This article is for investors who would like to improve their understanding of price to earnings ratios (P/E ratios). We’ll apply a basic P/E ratio analysis to Kojamo Oyj’s (HEL:KOJAMO), to help you decide if the stock is worth further research. Looking at earnings over the last twelve months, Kojamo Oyj has a P/E ratio of 19.69. That corresponds to an earnings yield of approximately 5.1%.
How Do You Calculate A P/E Ratio?
The formula for price to earnings is:
Price to Earnings Ratio = Price per Share ÷ Earnings per Share (EPS)
Or for Kojamo Oyj:
P/E of 19.69 = EUR17.22 ÷ EUR0.87 (Based on the year to September 2019.)
Is A High Price-to-Earnings Ratio Good?
The higher the P/E ratio, the higher the price tag of a business, relative to its trailing earnings. All else being equal, it’s better to pay a low price — but as Warren Buffett said, ‘It’s far better to buy a wonderful company at a fair price than a fair company at a wonderful price’.
How Does Kojamo Oyj’s P/E Ratio Compare To Its Peers?
The P/E ratio indicates whether the market has higher or lower expectations of a company. You can see in the image below that the average P/E (13.3) for companies in the real estate industry is lower than Kojamo Oyj’s P/E.

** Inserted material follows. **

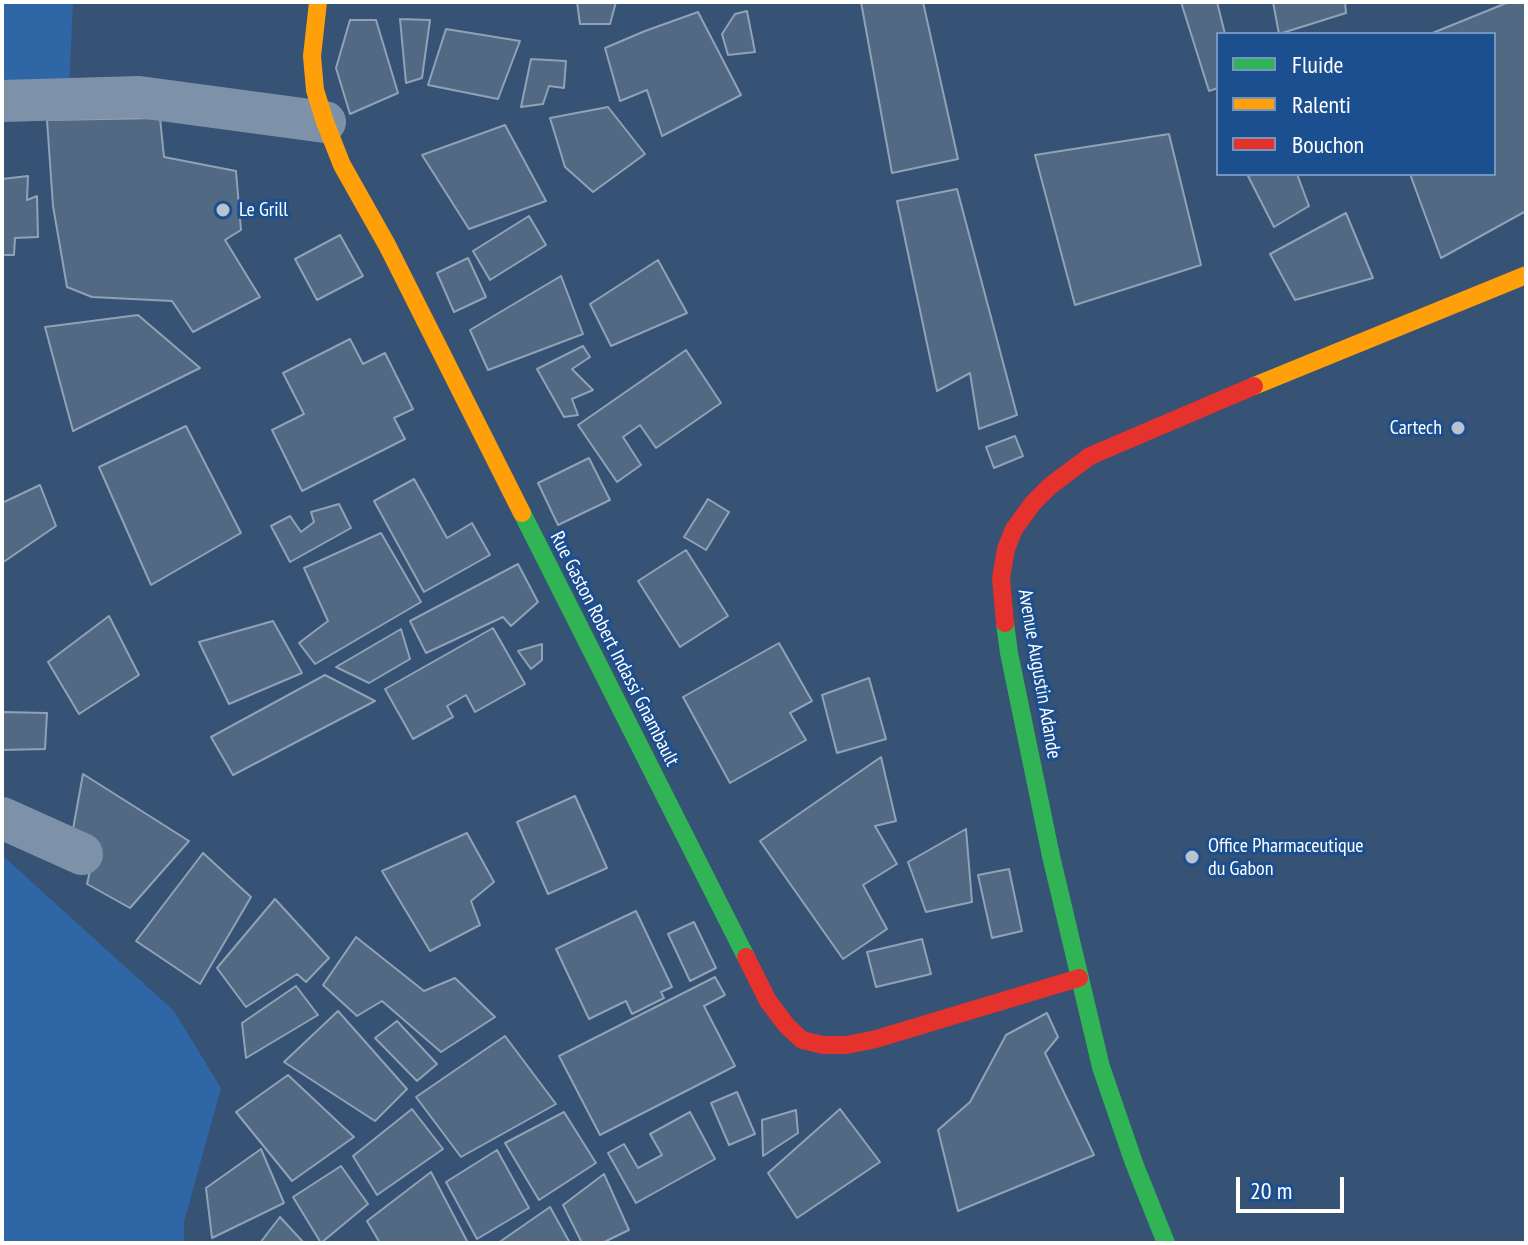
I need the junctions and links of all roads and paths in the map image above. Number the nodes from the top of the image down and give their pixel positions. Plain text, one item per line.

Its relatively high P/E ratio indicates that Kojamo Oyj shareholders think it will perform better than other companies in its industry classification. Clearly the market expects growth, but it isn’t guaranteed. So further research is always essential. I often monitor director buying and selling.
How Growth Rates Impact P/E Ratios
P/E ratios primarily reflect market expectations around earnings growth rates. Earnings growth means that in the future the ‘E’ will be higher. That means even if the current P/E is high, it will reduce over time if the share price stays flat. So while a stock may look expensive based on past earnings, it could be cheap based on future earnings.
Kojamo Oyj saw earnings per share decrease by 2.1% last year. But it has grown its earnings per share by 16% per year over the last five years.
Remember: P/E Ratios Don’t Consider The Balance Sheet
It’s important to note that the P/E ratio considers the market capitalization, not the enterprise value. That means it doesn’t take debt or cash into account. The exact same company would hypothetically deserve a higher P/E ratio if it had a strong balance sheet, than if it had a weak one with lots of debt, because a cashed up company can spend on growth.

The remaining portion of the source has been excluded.